Without copying the images, write out all the entries below verbatim.

Recorded data:
━━━━━━

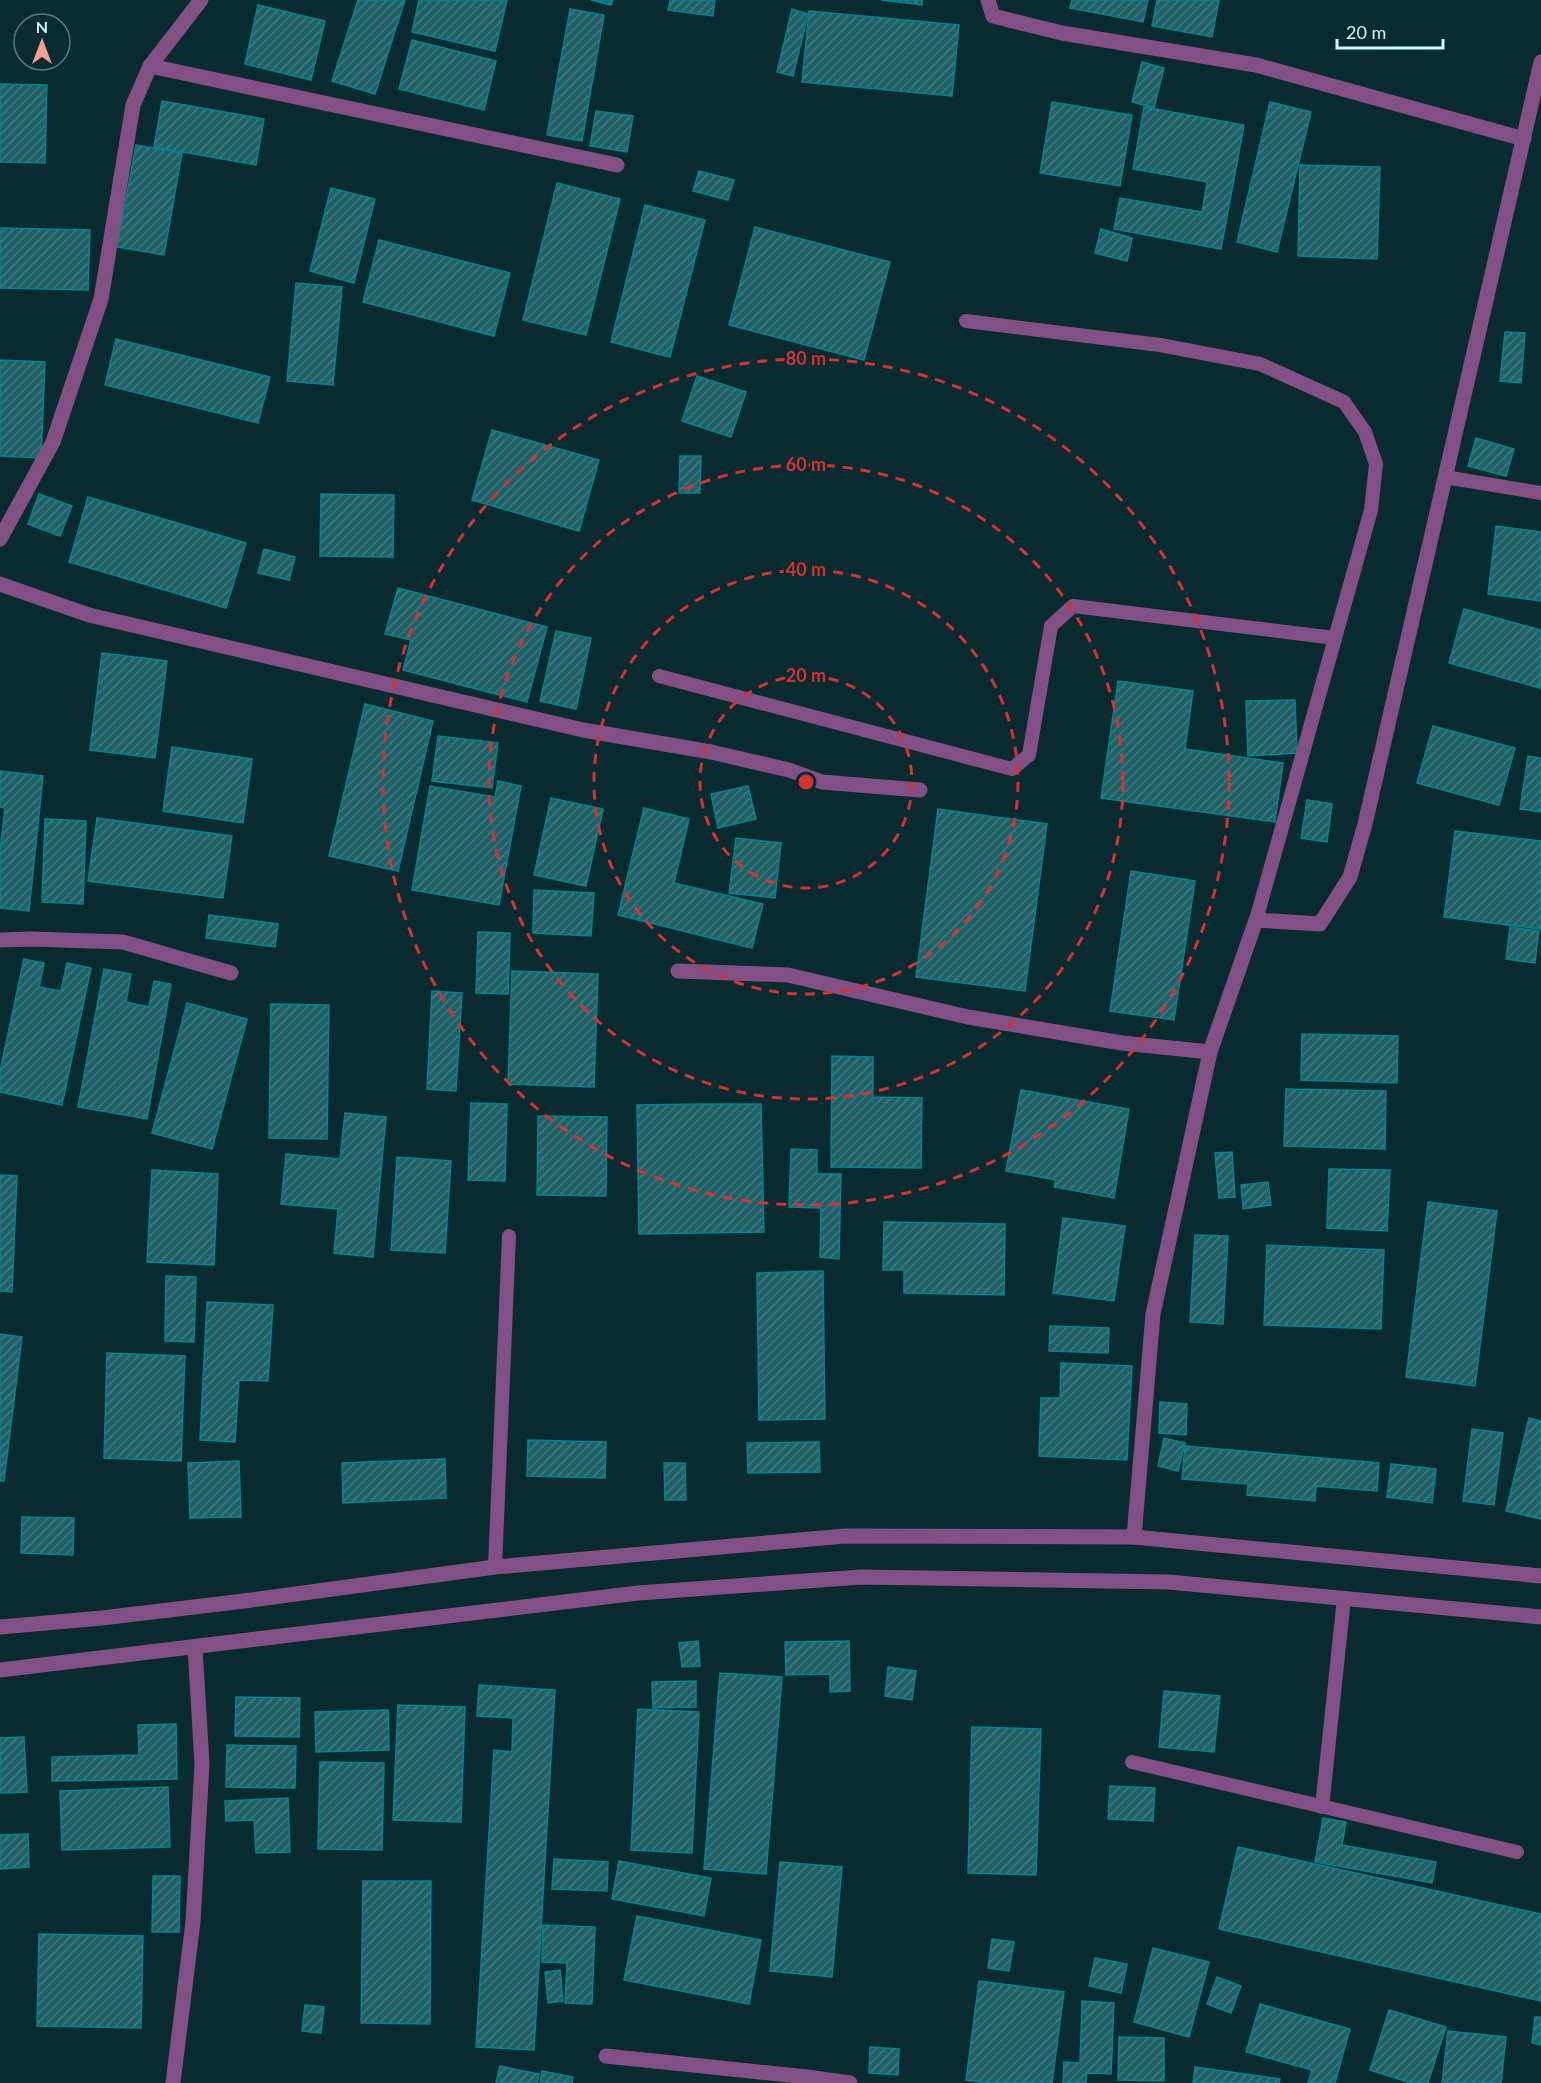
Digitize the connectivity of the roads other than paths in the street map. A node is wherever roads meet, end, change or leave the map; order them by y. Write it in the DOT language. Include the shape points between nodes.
graph roads {
  1 [pos="201,0"];
  2 [pos="988,0"];
  3 [pos="1541,62"];
  4 [pos="150,66"];
  5 [pos="1524,139"];
  6 [pos="617,165"];
  7 [pos="966,321"];
  8 [pos="1445,477"];
  9 [pos="1541,493"];
  10 [pos="0,539"];
  11 [pos="0,584"];
  12 [pos="1335,638"];
  13 [pos="659,676"];
  14 [pos="920,790"];
  15 [pos="1256,920"];
  16 [pos="0,940"];
  17 [pos="678,972"];
  18 [pos="231,973"];
  19 [pos="1210,1052"];
  20 [pos="509,1236"];
  21 [pos="1134,1537"];
  22 [pos="495,1567"];
  23 [pos="1541,1576"];
  24 [pos="1344,1598"];
  25 [pos="1541,1617"];
  26 [pos="0,1627"];
  27 [pos="195,1648"];
  28 [pos="0,1670"];
  29 [pos="1132,1762"];
  30 [pos="1322,1807"];
  31 [pos="1517,1852"];
  32 [pos="606,2056"];
  33 [pos="173,2083"];
  34 [pos="850,2083"];
  1 -- 4 [label="street"];
  2 -- 5 [label="street" via="993,16 1062,33 1256,65"];
  3 -- 5 [label="street"];
  4 -- 6 [label="street"];
  4 -- 10 [label="street" via="133,105 101,299 53,442"];
  5 -- 8 [label="street"];
  7 -- 12 [label="lane" via="1160,345 1260,364 1344,402 1365,432 1376,464 1371,510"];
  8 -- 9 [label="lane"];
  8 -- 15 [label="street" via="1350,877 1320,924"];
  11 -- 14 [label="street" via="89,615 583,730 711,752 822,782"];
  12 -- 13 [label="lane" via="1073,606 1051,626 1029,755 1012,769"];
  12 -- 15 [label="lane"];
  15 -- 19 [label="street"];
  16 -- 18 [label="street" via="123,942"];
  17 -- 19 [label="street" via="788,975 968,1017 1122,1043"];
  19 -- 21 [label="street" via="1153,1314"];
  20 -- 22 [label="lane"];
  21 -- 22 [label="street" via="845,1536"];
  21 -- 23 [label="street"];
  22 -- 26 [label="street" via="220,1604"];
  24 -- 25 [label="street"];
  24 -- 27 [label="street" via="1169,1582 862,1577 638,1593"];
  24 -- 30 [label="lane"];
  27 -- 28 [label="street"];
  27 -- 33 [label="street" via="202,1764 193,1922"];
  29 -- 30 [label="lane"];
  30 -- 31 [label="lane"];
  32 -- 34 [label="street"];
}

━━━━━━

WRITTEN ANSWER —
Digitize the connectivity of the roads other than paths in the street map. A node is wherever roads meet, end, change or leave the map; order them by y. Write it in the DOT language. Include the shape points between nodes.
graph roads {
  1 [pos="201,0"];
  2 [pos="988,0"];
  3 [pos="1541,62"];
  4 [pos="150,66"];
  5 [pos="1524,139"];
  6 [pos="617,165"];
  7 [pos="966,321"];
  8 [pos="1445,477"];
  9 [pos="1541,493"];
  10 [pos="0,539"];
  11 [pos="0,584"];
  12 [pos="1335,638"];
  13 [pos="659,676"];
  14 [pos="920,790"];
  15 [pos="1256,920"];
  16 [pos="0,940"];
  17 [pos="678,972"];
  18 [pos="231,973"];
  19 [pos="1210,1052"];
  20 [pos="509,1236"];
  21 [pos="1134,1537"];
  22 [pos="495,1567"];
  23 [pos="1541,1576"];
  24 [pos="1344,1598"];
  25 [pos="1541,1617"];
  26 [pos="0,1627"];
  27 [pos="195,1648"];
  28 [pos="0,1670"];
  29 [pos="1132,1762"];
  30 [pos="1322,1807"];
  31 [pos="1517,1852"];
  32 [pos="606,2056"];
  33 [pos="173,2083"];
  34 [pos="850,2083"];
  1 -- 4 [label="street"];
  2 -- 5 [label="street" via="993,16 1062,33 1256,65"];
  3 -- 5 [label="street"];
  4 -- 6 [label="street"];
  4 -- 10 [label="street" via="133,105 101,299 53,442"];
  5 -- 8 [label="street"];
  7 -- 12 [label="lane" via="1160,345 1260,364 1344,402 1365,432 1376,464 1371,510"];
  8 -- 9 [label="lane"];
  8 -- 15 [label="street" via="1350,877 1320,924"];
  11 -- 14 [label="street" via="89,615 583,730 711,752 822,782"];
  12 -- 13 [label="lane" via="1073,606 1051,626 1029,755 1012,769"];
  12 -- 15 [label="lane"];
  15 -- 19 [label="street"];
  16 -- 18 [label="street" via="123,942"];
  17 -- 19 [label="street" via="788,975 968,1017 1122,1043"];
  19 -- 21 [label="street" via="1153,1314"];
  20 -- 22 [label="lane"];
  21 -- 22 [label="street" via="845,1536"];
  21 -- 23 [label="street"];
  22 -- 26 [label="street" via="220,1604"];
  24 -- 25 [label="street"];
  24 -- 27 [label="street" via="1169,1582 862,1577 638,1593"];
  24 -- 30 [label="lane"];
  27 -- 28 [label="street"];
  27 -- 33 [label="street" via="202,1764 193,1922"];
  29 -- 30 [label="lane"];
  30 -- 31 [label="lane"];
  32 -- 34 [label="street"];
}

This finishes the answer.